Rhythmic gymnastics’ inaugural Piala Puteri to help shape stronger, more confident, driven women

The excitement was visible on their faces. Their eyes transfixed on four-time world champion Tamara Yerofeyeva.

There were audible gasps of “oohs” and “waaahs” as she twirled, danced, jumped, and displayed her agility and dexterity with the various rhythmic gymnastics apparatus that left 60 junior gymnasts wondering how she could be so good.

Yerofeyeva was in Malaysia last week to help launch the inaugural Piala Puteri Championship, a youth tournament scheduled from Dec 12-17 at the Axiata Arena, in Bukit Jalil.

The brainchild of former national gymnast Sarina Sundara Rajah, and four years in the making, Piala Puteri hopes to “empower young girls, giving them a platform to compete and showcase their talent”.

Three young talents who are looking forward to Piala Puteri are (main image, clockwise) Elyse So Tze Yan, Zaheera Nasreen Zameen Ismail and Eleanor Teoh Mohammad Wafiy of the Sarina Rhythmic Gymnastics Club (SRGC).

They were present at the launch and attended the Master Class sessions by Yerofeyeva last Saturday and Sunday.

So, 17, said meeting Yerofeyeva was a huge motivation for her and her fellow gymnasts.

“She just wowed us with her moves,” said So, who added she could not believe the 41-year-old Yerofeyeva was still performing with Cirque Du Soleil.

“I cannot believe we had the opportunity to meet a four-time world champion. It is all thanks to SRGC and Piala Puteri.

“This tournament is a good opportunity to showcase our skills. Who knows? Maybe the national coaches can spot some new talents at the event.”
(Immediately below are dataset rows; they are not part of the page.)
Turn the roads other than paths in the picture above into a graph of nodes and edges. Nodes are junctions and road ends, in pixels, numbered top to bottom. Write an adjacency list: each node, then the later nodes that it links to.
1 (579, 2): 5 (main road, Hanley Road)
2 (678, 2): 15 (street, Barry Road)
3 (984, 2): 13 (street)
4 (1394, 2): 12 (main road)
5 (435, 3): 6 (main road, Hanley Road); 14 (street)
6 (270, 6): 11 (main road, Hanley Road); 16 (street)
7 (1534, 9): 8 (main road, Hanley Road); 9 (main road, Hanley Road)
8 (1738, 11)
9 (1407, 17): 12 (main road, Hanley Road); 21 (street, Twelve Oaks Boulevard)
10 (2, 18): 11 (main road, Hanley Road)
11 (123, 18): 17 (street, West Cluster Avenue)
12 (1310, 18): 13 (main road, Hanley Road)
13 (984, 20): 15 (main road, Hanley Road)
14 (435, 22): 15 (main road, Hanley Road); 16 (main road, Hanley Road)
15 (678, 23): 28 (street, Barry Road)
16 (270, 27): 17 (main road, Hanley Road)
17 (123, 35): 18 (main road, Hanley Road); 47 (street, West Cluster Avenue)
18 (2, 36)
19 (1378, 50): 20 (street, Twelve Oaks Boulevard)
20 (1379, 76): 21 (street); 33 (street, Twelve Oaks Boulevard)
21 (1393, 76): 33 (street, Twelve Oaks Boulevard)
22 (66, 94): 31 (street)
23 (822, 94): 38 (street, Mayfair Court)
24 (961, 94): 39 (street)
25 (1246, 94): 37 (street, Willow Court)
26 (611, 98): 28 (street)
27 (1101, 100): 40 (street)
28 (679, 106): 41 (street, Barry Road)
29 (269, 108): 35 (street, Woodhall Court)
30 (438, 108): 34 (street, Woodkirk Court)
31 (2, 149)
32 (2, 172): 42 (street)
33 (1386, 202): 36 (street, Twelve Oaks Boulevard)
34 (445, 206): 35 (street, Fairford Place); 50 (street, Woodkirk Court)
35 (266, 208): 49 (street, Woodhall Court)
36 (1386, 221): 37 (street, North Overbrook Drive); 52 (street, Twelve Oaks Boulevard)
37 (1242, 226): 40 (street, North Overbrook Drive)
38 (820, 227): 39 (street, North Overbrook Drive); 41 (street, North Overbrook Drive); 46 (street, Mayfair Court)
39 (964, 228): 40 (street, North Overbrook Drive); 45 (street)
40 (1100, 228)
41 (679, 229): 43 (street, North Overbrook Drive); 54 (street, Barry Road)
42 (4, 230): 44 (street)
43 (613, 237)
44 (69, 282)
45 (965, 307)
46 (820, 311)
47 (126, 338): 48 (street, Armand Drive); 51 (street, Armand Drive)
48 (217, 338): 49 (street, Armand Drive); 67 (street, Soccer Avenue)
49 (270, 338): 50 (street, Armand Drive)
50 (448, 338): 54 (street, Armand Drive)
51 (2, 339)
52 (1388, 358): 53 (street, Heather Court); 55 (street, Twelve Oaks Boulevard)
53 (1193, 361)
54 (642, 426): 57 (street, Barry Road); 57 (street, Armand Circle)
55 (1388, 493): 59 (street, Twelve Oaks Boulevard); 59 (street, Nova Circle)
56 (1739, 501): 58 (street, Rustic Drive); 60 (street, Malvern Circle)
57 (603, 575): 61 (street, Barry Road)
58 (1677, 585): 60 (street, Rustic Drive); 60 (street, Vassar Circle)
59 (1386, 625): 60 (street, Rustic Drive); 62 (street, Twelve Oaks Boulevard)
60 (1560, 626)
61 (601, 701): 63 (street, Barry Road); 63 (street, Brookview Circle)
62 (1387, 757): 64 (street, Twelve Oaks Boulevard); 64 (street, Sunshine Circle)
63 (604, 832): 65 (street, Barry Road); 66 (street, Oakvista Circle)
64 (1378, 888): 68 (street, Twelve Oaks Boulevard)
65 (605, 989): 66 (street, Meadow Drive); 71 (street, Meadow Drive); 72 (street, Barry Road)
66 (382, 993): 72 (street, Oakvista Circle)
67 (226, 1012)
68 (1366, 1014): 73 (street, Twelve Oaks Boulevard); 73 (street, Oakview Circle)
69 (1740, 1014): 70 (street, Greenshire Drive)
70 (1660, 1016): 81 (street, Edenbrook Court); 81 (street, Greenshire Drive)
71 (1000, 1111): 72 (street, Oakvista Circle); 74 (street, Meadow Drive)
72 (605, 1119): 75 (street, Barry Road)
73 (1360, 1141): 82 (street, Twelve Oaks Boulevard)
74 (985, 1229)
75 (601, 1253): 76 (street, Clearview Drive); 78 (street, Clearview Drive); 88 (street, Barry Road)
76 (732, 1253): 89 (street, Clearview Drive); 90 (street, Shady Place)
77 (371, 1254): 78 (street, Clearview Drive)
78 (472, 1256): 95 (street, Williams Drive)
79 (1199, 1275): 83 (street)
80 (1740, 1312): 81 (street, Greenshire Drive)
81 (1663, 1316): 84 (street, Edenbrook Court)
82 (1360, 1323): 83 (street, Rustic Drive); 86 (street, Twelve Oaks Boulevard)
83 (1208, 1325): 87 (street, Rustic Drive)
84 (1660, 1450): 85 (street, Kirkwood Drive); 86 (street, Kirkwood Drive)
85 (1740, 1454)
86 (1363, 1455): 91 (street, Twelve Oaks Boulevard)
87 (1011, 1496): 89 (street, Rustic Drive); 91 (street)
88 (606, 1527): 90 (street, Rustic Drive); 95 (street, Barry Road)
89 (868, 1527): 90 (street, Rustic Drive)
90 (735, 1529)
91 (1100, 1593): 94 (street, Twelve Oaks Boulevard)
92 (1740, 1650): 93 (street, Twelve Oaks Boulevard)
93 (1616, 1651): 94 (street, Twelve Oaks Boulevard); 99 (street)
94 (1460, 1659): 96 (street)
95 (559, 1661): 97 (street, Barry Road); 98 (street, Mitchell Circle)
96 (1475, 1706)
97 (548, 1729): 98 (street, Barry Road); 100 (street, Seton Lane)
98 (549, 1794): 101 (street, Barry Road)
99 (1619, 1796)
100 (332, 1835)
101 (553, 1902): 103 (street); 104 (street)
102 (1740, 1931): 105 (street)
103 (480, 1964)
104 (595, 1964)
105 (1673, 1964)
Pint-sized Eleanor and Zaheera could hardly contain their excitement, gleefully prancing around the hall, feeling 10 metres tall.

“She was just so wonderful and friendly,” gushed Eleanor. “It was a rare opportunity to meet someone like her. I hope to be as good as Tamara when I grow up.”

Yerofeyeva and Niloy Banerjee, the resident representative of the United Nations Development Programme (UNDP) for Malaysia, Singapore, and Brunei Darussalam, also held Power Talk sessions with the gymnasts.

Zaheera said: “Listening to her gave us some insights into what it takes to be a champion. We learnt quite a bit in such a short time.

“I am now looking forward to the Piala Puteri.”

Meanwhile, Sarina said Piala Puteri is owned and led by SRGC in a strategic partnership with the Youth and Sports Ministry.

The aim is to turn it into a league with several competitions nationwide.

“The platform aims to shape young champions who bring beauty, grace, and talent to rhythmic gymnastics,” said Sarina, a member of the Malaysia team that won gold at the 1998 Commonwealth Games.

“At SRGC, we believe youth sports should be fun and engaging. While winning is great, it is about creating meaningful experiences, learning resilience, and upholding values that allow us to be our best selves.

“We can all do our part to empower young women and girls in our community and show them what is possible through sports. It starts with the culture we create on our teams.”

Sarina said that amazing things happen when we allow girls to play sports.

“Female coaches are instrumental in encouraging young girls to participate in sports, which play a crucial role in their development,” Sarina said, emphasising the transformative power of such an investment.

“The phrase ‘If You Can See It, You Can Be It’ highlights the importance of representation.

“We plan to touch the lives of more young girls aspiring to be rhythmic gymnasts through the Piala Puteri initiatives. By keeping girls in sports, we are helping to shape a future of stronger, more confident, and driven women.”